CongoConnect: Connections/Collections: power objects and institutions in Northeast Congo (1800-1960)

Start - End 
2015 - 2019 (completed)



CONGOCONNECT (2015-2019) is a network project funded by the BRAIN program of the Belgian Federal Ministry of Science. It consists in a collaboration between three partner institutions : Ghent University, the Royal Museum for Central Africa and the KASK (Royal Academy of Fine Arts). The purpose of the project is to study in an interdisciplinary perspective ethnographic collections from the north-east of the Congo of the Royal Museum for Central Africa (RMCA).

The north-east of the Congo, as a cultural bridge between Equatorial and Interlacustrine Africa, has been an important region in the history of Africa, geographically, culturally and politically. The collections from this region at the Royal Museum for Central Africa, consisting of ethnographic objects, photographs, films and archives are rich and unique material sources of a region undergoing major changes through an intense history of contacts (slave trade, colonial conquest, postcolonial conflicts).
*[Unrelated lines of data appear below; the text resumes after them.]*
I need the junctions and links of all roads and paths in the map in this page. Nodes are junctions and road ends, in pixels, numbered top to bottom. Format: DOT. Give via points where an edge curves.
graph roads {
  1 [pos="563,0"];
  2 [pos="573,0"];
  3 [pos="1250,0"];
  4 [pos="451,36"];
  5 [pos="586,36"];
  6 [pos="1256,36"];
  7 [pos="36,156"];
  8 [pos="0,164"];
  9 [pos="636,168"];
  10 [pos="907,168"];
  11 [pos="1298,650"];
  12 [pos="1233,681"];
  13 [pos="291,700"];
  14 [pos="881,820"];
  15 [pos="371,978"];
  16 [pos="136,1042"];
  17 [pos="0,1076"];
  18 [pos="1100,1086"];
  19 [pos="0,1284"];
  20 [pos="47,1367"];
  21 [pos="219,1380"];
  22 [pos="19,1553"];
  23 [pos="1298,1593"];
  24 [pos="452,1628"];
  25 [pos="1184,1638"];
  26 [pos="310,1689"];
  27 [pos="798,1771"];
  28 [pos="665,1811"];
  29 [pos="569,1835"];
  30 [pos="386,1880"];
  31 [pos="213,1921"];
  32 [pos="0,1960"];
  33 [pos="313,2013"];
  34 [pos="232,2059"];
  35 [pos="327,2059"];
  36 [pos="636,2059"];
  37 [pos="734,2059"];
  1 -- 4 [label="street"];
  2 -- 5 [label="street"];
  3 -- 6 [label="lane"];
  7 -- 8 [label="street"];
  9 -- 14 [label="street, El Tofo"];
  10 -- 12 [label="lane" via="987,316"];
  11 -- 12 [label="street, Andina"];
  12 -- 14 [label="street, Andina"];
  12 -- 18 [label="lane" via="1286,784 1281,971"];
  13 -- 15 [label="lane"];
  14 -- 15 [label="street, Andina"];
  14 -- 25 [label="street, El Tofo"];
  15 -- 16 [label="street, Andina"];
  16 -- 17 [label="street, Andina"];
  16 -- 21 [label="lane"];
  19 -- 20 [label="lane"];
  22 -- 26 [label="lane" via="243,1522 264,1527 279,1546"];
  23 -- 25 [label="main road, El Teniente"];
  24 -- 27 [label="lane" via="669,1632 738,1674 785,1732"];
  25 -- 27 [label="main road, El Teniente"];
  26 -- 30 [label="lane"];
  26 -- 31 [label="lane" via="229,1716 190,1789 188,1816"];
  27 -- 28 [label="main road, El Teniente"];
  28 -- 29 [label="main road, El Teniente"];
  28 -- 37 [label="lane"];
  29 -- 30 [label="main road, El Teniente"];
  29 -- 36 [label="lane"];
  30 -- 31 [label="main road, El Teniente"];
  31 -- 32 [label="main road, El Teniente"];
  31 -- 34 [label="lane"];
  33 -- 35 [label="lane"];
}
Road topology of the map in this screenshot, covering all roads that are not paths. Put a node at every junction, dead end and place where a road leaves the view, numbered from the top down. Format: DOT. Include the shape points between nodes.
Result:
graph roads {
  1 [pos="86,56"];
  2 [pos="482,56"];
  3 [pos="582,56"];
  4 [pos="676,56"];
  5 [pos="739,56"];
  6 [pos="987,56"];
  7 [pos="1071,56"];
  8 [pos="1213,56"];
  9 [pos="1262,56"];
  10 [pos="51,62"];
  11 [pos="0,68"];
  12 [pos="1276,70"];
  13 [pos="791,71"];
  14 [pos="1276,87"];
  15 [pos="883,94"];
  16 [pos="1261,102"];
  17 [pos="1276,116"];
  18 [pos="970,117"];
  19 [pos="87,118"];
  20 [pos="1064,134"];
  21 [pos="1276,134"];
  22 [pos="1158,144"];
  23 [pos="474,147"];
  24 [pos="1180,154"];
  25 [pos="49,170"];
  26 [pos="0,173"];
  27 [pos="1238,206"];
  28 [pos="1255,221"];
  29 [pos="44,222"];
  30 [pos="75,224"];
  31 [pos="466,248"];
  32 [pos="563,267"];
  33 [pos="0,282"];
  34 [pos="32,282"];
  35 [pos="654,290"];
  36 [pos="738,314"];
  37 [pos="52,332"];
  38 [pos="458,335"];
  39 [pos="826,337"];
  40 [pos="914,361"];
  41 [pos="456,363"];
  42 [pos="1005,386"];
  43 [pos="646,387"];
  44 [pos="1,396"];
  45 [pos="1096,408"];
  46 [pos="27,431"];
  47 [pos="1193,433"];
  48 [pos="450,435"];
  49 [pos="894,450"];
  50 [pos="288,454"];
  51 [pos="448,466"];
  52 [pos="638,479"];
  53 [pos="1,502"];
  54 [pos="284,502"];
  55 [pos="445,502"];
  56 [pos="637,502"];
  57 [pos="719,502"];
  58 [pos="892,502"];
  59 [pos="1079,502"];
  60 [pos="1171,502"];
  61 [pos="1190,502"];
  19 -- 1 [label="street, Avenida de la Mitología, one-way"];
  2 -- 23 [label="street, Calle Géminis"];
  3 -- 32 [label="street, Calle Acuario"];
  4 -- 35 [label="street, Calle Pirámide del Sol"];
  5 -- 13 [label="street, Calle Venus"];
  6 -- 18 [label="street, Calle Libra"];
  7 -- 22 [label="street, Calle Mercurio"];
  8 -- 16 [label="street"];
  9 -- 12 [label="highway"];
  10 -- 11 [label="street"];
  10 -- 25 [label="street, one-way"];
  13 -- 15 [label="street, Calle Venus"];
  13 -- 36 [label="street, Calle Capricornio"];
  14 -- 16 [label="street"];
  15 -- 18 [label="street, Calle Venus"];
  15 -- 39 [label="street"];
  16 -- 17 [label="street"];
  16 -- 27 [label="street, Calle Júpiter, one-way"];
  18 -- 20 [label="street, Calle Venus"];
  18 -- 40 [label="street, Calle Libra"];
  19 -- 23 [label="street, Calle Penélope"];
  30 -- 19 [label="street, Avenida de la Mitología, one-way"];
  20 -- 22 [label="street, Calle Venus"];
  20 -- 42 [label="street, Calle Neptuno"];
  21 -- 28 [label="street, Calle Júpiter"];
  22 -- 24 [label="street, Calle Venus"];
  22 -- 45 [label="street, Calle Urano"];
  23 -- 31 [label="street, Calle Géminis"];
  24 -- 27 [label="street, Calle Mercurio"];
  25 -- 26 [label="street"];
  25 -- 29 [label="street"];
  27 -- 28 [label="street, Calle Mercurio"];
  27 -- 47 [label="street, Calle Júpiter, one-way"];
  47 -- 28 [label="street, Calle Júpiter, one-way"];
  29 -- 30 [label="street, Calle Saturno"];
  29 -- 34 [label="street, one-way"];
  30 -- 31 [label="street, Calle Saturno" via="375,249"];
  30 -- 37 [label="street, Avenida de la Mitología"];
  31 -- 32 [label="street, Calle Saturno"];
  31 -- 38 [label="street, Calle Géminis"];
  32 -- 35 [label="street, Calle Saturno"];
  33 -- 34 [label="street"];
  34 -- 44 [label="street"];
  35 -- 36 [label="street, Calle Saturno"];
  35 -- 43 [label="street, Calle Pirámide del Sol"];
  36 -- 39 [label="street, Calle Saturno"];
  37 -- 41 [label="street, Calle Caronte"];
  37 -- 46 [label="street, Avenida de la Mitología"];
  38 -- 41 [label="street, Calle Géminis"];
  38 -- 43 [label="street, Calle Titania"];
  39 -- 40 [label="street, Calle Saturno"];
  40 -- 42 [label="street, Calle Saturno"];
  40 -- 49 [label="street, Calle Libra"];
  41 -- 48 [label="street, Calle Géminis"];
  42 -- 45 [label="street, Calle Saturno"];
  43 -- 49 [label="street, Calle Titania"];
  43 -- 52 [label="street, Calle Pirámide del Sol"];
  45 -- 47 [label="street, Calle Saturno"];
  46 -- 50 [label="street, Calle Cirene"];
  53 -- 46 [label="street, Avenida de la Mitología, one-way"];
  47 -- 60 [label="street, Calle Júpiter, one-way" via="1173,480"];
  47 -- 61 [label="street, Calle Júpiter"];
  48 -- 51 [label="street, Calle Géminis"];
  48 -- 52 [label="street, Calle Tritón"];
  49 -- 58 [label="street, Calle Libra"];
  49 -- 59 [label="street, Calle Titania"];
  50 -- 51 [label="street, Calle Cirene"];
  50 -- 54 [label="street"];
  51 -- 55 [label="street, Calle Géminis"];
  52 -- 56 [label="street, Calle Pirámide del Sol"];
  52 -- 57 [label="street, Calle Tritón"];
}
This network project intends to study the collections as sources in light of different disciplines and in an international perspective, in conjunction with other collections and archives.

Despite abundant interest in the contemporary history of north-east Congo, focussed primarily on conflict research, the history of the pre-colonial and colonial era has remained poorly studied. A large collection from this region was assembled during an important scientific expedition for the RMCA in the history of the Belgian Congo by A. Hutereau (1911-13). This expedition competed with other major expeditions from the American Museum of Natural History (1909-15) and from the Ethnology Museum in Berlin (1907-8). Approximately 8.000 objects were collected for the RMCA and they have remained – largely unstudied – until present-day in the storage rooms. The Hutereau collection and many smaller sets of objects collected throughout the colonial period represent a unique part of both colonial scientific heritage and of the cultural heritage of north-east Congo.

The core of our interdisciplinary approach consists in studying in an integrative way, firstly, the history of research and collecting practices in the museum in light of colonial politics and, secondly, the cultural history of north-east Congo in relation to the different contact histories. The dialectic nature of encounters is what binds together these two facets of research. To understand the role of objects in the creation of colonial knowledge enables to assess them critically as sources and make better use of them for the reconstruction of indigenous histories. Thirdly, it is taken as a crucial scholarly and moral principle that communities from which the heritage derives are to be acknowledged and involved in processes of reconstruction and representation of their history.